-- As the 10th anniversary of the 9/11 tragedy rolls around, many travelers are thinking back to where they were that day and what they were doing as the horrific details began to emerge. Some are recounting their blessings, remembering how close they came to being part of the carnage.
Count me among them.
In the summer of 2001, I was on the road promoting my new guidebook, Stuck at the Airport, which detailed the services and amenities at the many of the nation's airports. (Modern, abbreviated versions of those guides are now online at USATODAY.com.) Airport shops offering massages or manicures were a rare find back then; an airport with a website was even rarer.
I got a call from a woman at the Port Authority of New York & New Jersey, the operator of LaGuardia, JFK and Newark airports. She invited me to visit her office at the World Trade Center and chat with her staff about how airports could be more welcoming. "We can't pay you to come out here from Seattle," she said, "But if you're in town anyway and can come by, we'll take you out for a nice meal."
That seemed like a good excuse to visit family back east.

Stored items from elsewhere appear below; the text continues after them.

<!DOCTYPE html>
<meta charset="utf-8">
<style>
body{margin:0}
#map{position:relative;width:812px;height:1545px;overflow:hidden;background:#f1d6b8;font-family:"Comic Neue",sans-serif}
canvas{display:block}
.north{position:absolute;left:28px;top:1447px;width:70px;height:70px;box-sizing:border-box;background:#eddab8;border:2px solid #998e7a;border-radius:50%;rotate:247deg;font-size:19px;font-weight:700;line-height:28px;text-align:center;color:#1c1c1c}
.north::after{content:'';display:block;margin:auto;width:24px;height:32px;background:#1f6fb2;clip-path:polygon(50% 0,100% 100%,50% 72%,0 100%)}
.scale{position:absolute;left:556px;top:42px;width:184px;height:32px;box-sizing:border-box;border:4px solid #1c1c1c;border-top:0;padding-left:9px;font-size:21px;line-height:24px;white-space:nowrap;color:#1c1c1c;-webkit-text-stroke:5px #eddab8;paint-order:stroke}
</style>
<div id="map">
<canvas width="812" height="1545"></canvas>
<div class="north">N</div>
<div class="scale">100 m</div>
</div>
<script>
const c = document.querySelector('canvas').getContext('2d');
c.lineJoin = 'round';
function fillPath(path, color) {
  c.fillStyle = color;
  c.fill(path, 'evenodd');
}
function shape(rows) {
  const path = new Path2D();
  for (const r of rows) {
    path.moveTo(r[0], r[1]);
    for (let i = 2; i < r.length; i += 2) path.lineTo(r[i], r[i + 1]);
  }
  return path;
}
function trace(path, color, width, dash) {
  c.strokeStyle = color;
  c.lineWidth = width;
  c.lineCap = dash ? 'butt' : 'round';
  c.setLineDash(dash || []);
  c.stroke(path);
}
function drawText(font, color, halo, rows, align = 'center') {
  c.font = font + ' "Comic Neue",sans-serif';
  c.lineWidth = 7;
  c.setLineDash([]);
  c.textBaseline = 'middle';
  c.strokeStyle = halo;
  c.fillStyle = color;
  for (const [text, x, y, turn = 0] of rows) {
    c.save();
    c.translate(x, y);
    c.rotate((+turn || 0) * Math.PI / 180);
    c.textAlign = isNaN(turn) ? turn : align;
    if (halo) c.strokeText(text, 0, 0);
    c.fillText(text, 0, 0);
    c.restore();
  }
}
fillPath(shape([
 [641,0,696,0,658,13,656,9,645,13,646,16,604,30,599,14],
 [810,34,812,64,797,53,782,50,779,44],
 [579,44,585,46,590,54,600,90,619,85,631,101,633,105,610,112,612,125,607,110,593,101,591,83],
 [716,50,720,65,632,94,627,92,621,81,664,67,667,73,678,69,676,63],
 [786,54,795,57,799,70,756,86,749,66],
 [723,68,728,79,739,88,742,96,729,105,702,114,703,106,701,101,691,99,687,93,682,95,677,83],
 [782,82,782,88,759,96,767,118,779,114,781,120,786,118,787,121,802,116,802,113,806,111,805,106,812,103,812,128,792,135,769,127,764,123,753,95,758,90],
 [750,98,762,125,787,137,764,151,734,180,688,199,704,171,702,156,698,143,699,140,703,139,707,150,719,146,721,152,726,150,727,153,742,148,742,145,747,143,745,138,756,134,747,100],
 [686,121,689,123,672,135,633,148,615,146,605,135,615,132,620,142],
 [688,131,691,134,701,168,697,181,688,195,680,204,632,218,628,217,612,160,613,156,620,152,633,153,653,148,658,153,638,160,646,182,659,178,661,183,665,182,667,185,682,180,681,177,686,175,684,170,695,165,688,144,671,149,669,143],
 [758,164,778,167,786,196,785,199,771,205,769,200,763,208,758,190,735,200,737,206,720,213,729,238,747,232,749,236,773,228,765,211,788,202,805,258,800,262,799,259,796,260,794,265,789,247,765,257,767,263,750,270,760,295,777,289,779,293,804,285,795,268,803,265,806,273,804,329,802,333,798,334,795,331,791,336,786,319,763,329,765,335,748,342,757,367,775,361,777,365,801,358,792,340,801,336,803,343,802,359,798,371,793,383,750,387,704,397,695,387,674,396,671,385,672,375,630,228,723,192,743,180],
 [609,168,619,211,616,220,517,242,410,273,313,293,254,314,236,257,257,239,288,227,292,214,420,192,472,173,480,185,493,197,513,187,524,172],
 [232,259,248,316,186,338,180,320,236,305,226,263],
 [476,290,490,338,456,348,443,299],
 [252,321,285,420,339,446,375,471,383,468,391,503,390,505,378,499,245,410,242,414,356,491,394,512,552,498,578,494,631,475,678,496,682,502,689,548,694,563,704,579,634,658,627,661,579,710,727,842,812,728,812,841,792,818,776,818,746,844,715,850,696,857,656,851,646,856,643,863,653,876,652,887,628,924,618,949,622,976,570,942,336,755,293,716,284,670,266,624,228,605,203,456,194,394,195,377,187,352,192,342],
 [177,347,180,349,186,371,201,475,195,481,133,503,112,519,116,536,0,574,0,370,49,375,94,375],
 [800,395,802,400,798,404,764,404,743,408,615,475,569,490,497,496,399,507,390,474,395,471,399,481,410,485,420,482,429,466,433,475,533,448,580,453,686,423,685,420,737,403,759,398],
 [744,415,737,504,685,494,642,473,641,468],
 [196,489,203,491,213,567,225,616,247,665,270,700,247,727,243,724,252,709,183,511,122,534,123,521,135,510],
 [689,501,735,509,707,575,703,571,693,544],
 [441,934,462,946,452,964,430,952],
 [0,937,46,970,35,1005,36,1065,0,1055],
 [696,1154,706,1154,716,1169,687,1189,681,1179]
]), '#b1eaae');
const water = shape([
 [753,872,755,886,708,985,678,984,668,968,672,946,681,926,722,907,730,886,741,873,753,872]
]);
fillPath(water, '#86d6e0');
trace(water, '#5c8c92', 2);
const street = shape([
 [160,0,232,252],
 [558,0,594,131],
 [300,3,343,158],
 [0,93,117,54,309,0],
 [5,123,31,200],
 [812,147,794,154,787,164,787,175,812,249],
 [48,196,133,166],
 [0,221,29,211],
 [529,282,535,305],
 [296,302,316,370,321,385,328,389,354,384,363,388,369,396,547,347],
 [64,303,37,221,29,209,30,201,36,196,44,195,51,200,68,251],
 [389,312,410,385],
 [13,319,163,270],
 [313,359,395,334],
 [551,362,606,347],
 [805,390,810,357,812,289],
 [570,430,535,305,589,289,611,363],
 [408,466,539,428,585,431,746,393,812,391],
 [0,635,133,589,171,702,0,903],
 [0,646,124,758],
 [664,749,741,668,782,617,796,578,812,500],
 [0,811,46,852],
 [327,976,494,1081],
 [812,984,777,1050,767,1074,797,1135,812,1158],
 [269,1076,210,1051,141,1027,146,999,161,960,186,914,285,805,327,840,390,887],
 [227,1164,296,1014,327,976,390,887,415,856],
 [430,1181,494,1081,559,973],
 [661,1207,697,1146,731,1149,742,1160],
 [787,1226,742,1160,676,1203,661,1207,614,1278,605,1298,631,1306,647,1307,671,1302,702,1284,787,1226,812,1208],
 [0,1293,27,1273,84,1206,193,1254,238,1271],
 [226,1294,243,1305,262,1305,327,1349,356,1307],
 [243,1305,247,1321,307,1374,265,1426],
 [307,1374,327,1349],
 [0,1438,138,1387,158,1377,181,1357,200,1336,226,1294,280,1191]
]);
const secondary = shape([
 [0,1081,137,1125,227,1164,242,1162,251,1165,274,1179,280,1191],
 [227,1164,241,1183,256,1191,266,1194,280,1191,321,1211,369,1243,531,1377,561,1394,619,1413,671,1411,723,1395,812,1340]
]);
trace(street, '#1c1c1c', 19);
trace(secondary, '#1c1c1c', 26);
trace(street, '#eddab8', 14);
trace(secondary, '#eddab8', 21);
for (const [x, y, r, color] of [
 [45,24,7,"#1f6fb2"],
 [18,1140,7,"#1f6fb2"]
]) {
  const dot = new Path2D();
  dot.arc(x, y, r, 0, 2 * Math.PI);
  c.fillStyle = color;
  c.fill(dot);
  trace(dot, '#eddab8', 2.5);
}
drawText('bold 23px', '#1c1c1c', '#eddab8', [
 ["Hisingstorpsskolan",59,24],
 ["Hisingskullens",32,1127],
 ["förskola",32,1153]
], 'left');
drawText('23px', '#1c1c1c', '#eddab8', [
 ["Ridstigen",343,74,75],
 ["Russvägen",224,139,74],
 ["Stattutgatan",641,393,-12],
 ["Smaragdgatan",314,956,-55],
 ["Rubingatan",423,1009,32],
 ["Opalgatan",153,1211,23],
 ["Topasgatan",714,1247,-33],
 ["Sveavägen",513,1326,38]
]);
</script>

So we picked a date: September 12. My thank-you meal would be at Windows on the World, the restaurant at the top of the North Tower.
Then and now
Since then, as you well know, pretty much everything about the airport experience has changed.

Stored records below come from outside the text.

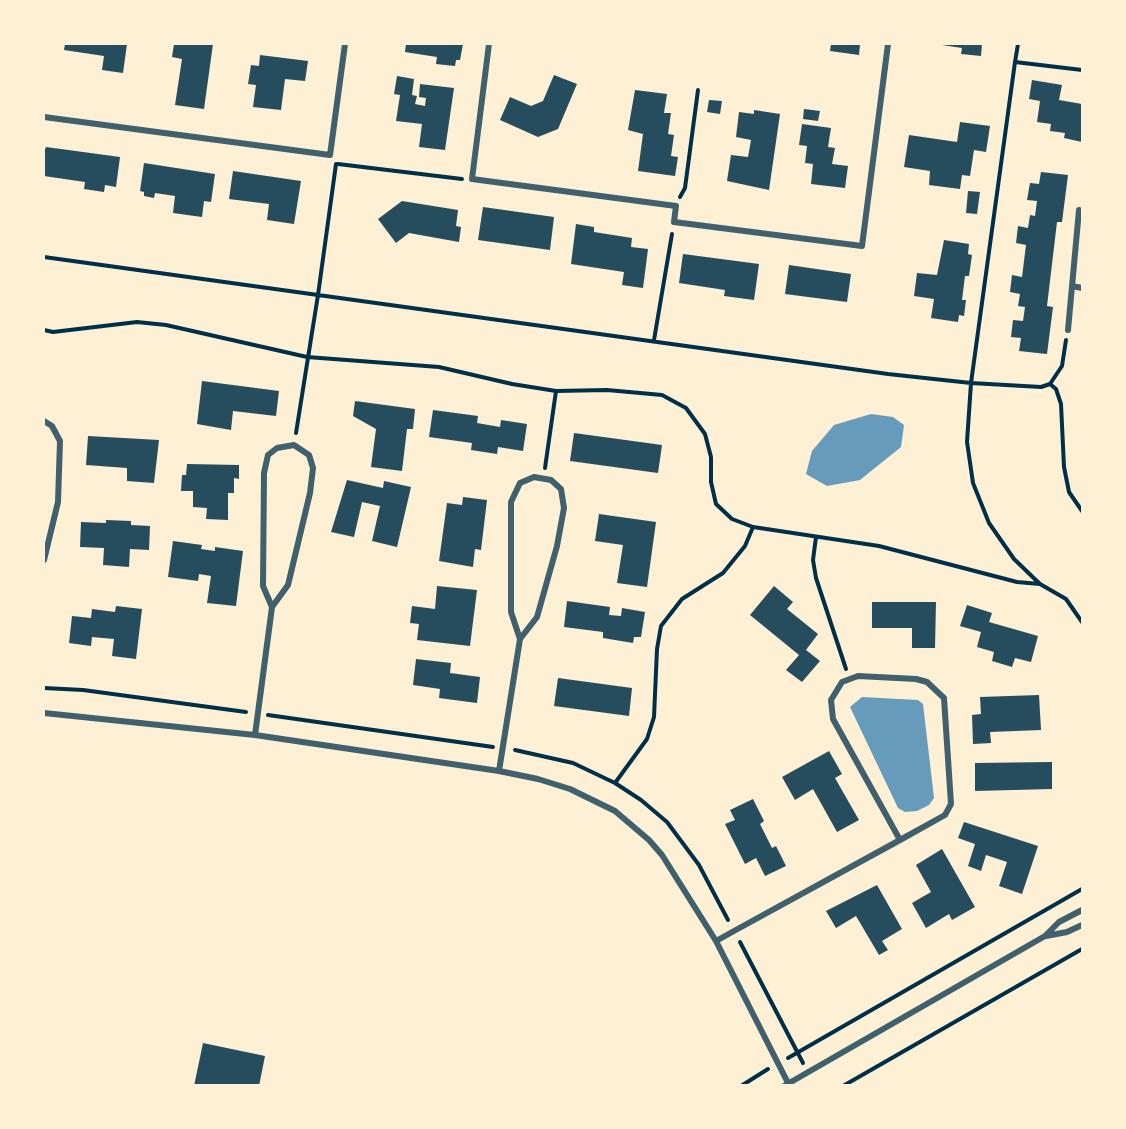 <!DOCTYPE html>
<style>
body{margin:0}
#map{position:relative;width:1126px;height:1129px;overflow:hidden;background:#fdf0d5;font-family:Manrope,sans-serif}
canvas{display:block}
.frame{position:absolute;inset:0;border:45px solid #fdf0d5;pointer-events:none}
</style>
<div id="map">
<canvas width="1126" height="1129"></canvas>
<div class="frame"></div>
</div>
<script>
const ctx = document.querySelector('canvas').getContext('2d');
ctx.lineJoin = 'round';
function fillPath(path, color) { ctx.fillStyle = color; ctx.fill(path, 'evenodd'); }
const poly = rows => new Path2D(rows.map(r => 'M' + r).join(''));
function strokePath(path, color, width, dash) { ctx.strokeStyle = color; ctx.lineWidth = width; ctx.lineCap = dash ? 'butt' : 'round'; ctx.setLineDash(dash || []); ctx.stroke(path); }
fillPath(poly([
 [871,414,893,417,904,425,901,447,860,480,827,486,806,474,812,451,834,425],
 [862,697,918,700,923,704,934,798,929,805,917,811,905,812,898,808,850,707]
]), '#669bbc');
fillPath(poly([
 [65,44,127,44,123,73,102,70,104,56,64,50],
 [174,44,213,44,204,109,175,105,182,59,172,57],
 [406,44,463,44,460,60,456,60,455,66,436,64,437,57,405,52],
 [831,44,860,44,859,55,830,51],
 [935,44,982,44,981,56,961,54,962,48],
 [260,55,308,61,305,81,285,79,281,110,253,107,256,85,248,84,251,65,259,66],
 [554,75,577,84,558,129,538,137,500,120,510,97,531,106,543,101],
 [397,76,414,79,412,95,417,96,415,104,425,106,426,98,419,97,420,84,454,88,445,150,419,147,422,124,396,121,400,95,394,94],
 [1032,80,1062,85,1059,100,1082,104,1082,142,1064,138,1065,133,1050,131,1051,124,1037,122,1040,101,1029,99],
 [635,90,667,94,664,113,671,113,668,134,674,135,671,156,678,157,675,176,638,171,643,134,628,130],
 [709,100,722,101,720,114,707,112],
 [804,109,820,111,818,121,803,119],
 [754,110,780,114,769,190,727,181,731,155,748,157,751,140,736,137,739,112,754,114],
 [960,122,990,126,986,152,974,150,970,176,962,175,960,189,929,185,930,171,904,167,909,135,957,142],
 [802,124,831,128,828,147,835,148,832,164,848,166,845,188,811,184,813,164,805,163,807,146,799,145],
 [46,147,120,157,116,187,105,185,104,192,84,189,85,182,44,176,44,152],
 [144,163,215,174,211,202,204,201,202,217,173,213,175,196,155,193,154,198,144,196,144,192,140,191],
 [233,171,301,181,294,224,267,220,269,204,229,199],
 [1041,172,1068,175,1062,222,1057,222,1047,306,1053,307,1047,354,1019,351,1021,338,1011,337,1013,320,1023,321,1025,307,1018,306,1020,294,1010,292,1012,275,1022,277,1026,245,1016,243,1018,226,1028,228,1030,215,1035,216,1037,201,1027,200,1030,183,1039,184],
 [968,191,980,192,977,214,966,213],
 [402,201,458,210,456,226,461,227,459,242,409,233,396,243,378,219],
 [483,207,554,217,550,250,478,240],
 [576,224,594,227,594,232,632,238,631,247,648,249,643,288,622,285,624,272,571,264],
 [944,240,969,244,968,254,972,255,969,276,965,276,962,300,966,300,964,316,959,315,958,322,931,318,934,299,914,296,917,273,937,275],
 [683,254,759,264,754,300,724,296,725,290,679,283],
 [789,265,851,274,847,302,785,294],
 [202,381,279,391,276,416,233,411,231,430,197,424],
 [355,401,415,409,413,429,407,429,402,471,371,467,376,429,353,416],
 [433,410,478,416,477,423,500,427,501,420,527,424,523,451,498,447,497,454,471,450,472,443,429,437],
 [574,433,662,445,658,473,570,461],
 [88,436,159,440,154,483,127,481,127,468,86,465],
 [187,464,239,465,239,479,234,478,234,493,228,493,228,520,206,519,207,508,193,507,193,491,181,491,182,475,186,475],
 [347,480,383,488,384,481,411,487,397,547,372,541,380,506,362,502,354,537,331,532],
 [463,497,487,500,481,550,475,549,473,567,439,561,447,503,462,505],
 [599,514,656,522,647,587,617,583,623,545,595,541],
 [106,520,131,521,131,525,150,526,149,550,130,549,129,567,103,565,104,548,80,547,81,522,106,523],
 [173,541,202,545,201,549,215,551,215,547,243,551,236,606,207,603,211,576,199,574,198,581,168,577],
 [437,586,477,590,470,646,417,640,419,624,410,623,412,606,435,609],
 [774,586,793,602,787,609,818,634,806,650,820,661,802,682,786,670,799,655,750,615],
 [567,601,610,607,609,615,621,616,622,608,645,612,641,637,634,637,633,643,603,638,603,632,564,627],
 [872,602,936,602,935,648,912,648,912,628,872,628],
 [967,605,992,613,989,622,1038,636,1031,662,1015,658,1012,667,992,661,994,652,977,647,981,632,960,626],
 [116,606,142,609,136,659,112,656,114,639,92,637,91,646,69,643,72,616,91,618,92,609,115,612],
 [416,659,451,663,450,673,480,677,477,703,439,698,440,689,413,685],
 [558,678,632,688,629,716,554,706],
 [1039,695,1041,730,990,732,991,743,973,744,972,715,981,714,980,697],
 [829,751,842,774,835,778,859,820,837,832,813,789,795,800,782,777],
 [1052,762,1052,789,975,791,975,763],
 [753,799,764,821,760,824,772,848,776,846,786,866,765,876,756,858,745,864,725,824,735,820,730,810],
 [964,822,1038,846,1022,894,999,886,1007,862,986,855,981,871,968,866,975,844,958,838],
 [942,849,975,907,952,920,949,914,926,928,912,903,931,892,916,865],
 [877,885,902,929,882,941,888,950,879,955,856,916,836,928,826,911],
 [203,1043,265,1056,259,1086,194,1086]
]), '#264d5e');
strokePath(poly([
 [1018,44,1015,62,1082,70],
 [1015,62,971,383,967,442,973,483,989,523,1014,559,1040,584,1066,599,1082,622],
 [338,164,462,179],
 [680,197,685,188,698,90],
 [44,257,888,374,971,383,1041,387,1050,384,1062,366,1066,340],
 [44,330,53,332,137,322,166,325,307,357,439,367,512,384,556,391,607,390,662,395,686,408,705,434,711,457,711,482,716,504,732,519,753,527,879,546,1017,582,1040,584],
 [654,340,672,234],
 [1050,384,1056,389,1061,404,1064,467,1069,492,1082,511],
 [296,433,318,295,336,164],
 [545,468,556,391],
 [816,537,813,560,816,578,846,669],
 [44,688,83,690,246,712],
 [268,715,493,747],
 [515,750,573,763,615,783,641,800,667,822,699,865,728,920],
 [615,783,647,739,654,717,657,649,661,626,682,599,723,573,745,546,753,527],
 [740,942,803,1063],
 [788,1058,1082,889],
 [741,1086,768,1069],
 [843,1086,1082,949]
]), '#003049', 4);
strokePath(poly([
 [489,44,472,179,676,206,674,222,862,246,888,44],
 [44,117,330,155,345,44],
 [1072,286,1082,288],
 [1068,330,1079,210],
 [44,421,52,426,60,441,58,502,44,560],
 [44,713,255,735,499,771,538,779,570,789,615,811,649,840,662,855,716,941,788,1083],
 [255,735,272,607,288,585,310,493,313,468,309,455,294,445,277,448,268,455,264,473,263,586,272,607],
 [499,771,520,639,537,617,557,546,564,508,561,489,551,480,534,477,520,483,511,502,511,612,520,639],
 [1046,936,1067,932,1082,925],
 [716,941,734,931,900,840,945,815,951,804,944,698,927,682,916,679,858,676,842,682,831,700,833,719,900,840],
 [784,1086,1045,936,1059,922,1082,910]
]), '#3f606c', 6);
</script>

Before 9/11, my airport review ritual went like this: I'd fly into an airport, stash my belongings in a gate-side locker (remember those?), and spend several hours walking from concourse to concourse, terminal to terminal, asking questions, taking pictures and making detailed notes.
On a cheap weekend fare I'd often fly in and out of an airport (or two) on the same day, taking advantage of the long layovers other travelers despise.
I visited more than 100 airports this way, many of them multiple times, and only once - in July, 1999 in Memphis - was I ever stopped by someone from airport security and questioned about what I was doing.
More often than not, it was other travelers who noticed my note-taking and assumed I worked for the airport. They'd stop me to ask for directions and tips on where to shop or find something to eat.
I not only took notes about what was offered inside airports, I made note of what people did in the airports.
Read. Sleep. Chat. Try go get some work done. Eat. Drink. Talk on the telephone. The same as now, but without all the cellphones, laptops and searching around for an electrical outlet.
Back then there were a lot of small children squealing "There's daddy!" as tired-looking businessmen streamed off planes. Plenty of grandmas and grandpas rushing to plant wet kisses on squirmy babies they may have been meeting for the first time. There were waves of teary goodbyes and joyous reunions at the gates. And thinking back now, I realize the last time I saw my father smile at me before his final illness was at an airport, while we chatted as I waited to board a delayed flight.
Now it's all grumbling about the Wi-Fi signal and jostling for a good spot so you can board the plane first and find a spot for your overstuffed carry-on bag. No last-minute kisses, hugs and good wishes as the door to the jet way is about to close. No waves and tears at the window as a plane backs away.
I miss that.
But, setting aside for a moment the long lines, x-ray machines, body scanners and icky, intrusive pat-downs we must now endure at the security checkpoints, the post 9/11 world of airports has some upsides.
Recognizing that passengers were spending lots more time inside airports - and needing to diversify income sources once cash-strapped airlines began balking at footing the bills - airports began bulking up on services and amenities in the terminals.
Now, kiosks offering manicures and massages are no longer rare sightings at airports. Many terminals have wine bars, sports bars and fine restaurants where you can settle in and really relax. The selection of shops at some airports now rivals those offered at neighborhood malls and, with medical clinics, hair salons, pharmacies, convenience stores, play areas, art galleries and - hooray - free Wi-Fi, popping up along many airport concourses, it's getting easier and easier to get distracted and miss a flight.
I've done that; more than twice.
But, as pleasant as it may be to have fun while being stuck at the airport, the sobering reality is that some of these amenities were ushered along in response to a tragedy. And while I'm all for safety and security in the skies, I'm still mourning the loss of that one airport amenity that allowed for a last hug from a loved one before stepping onto a plane.
Readers: What do you miss at the airport in the post 9/11 era?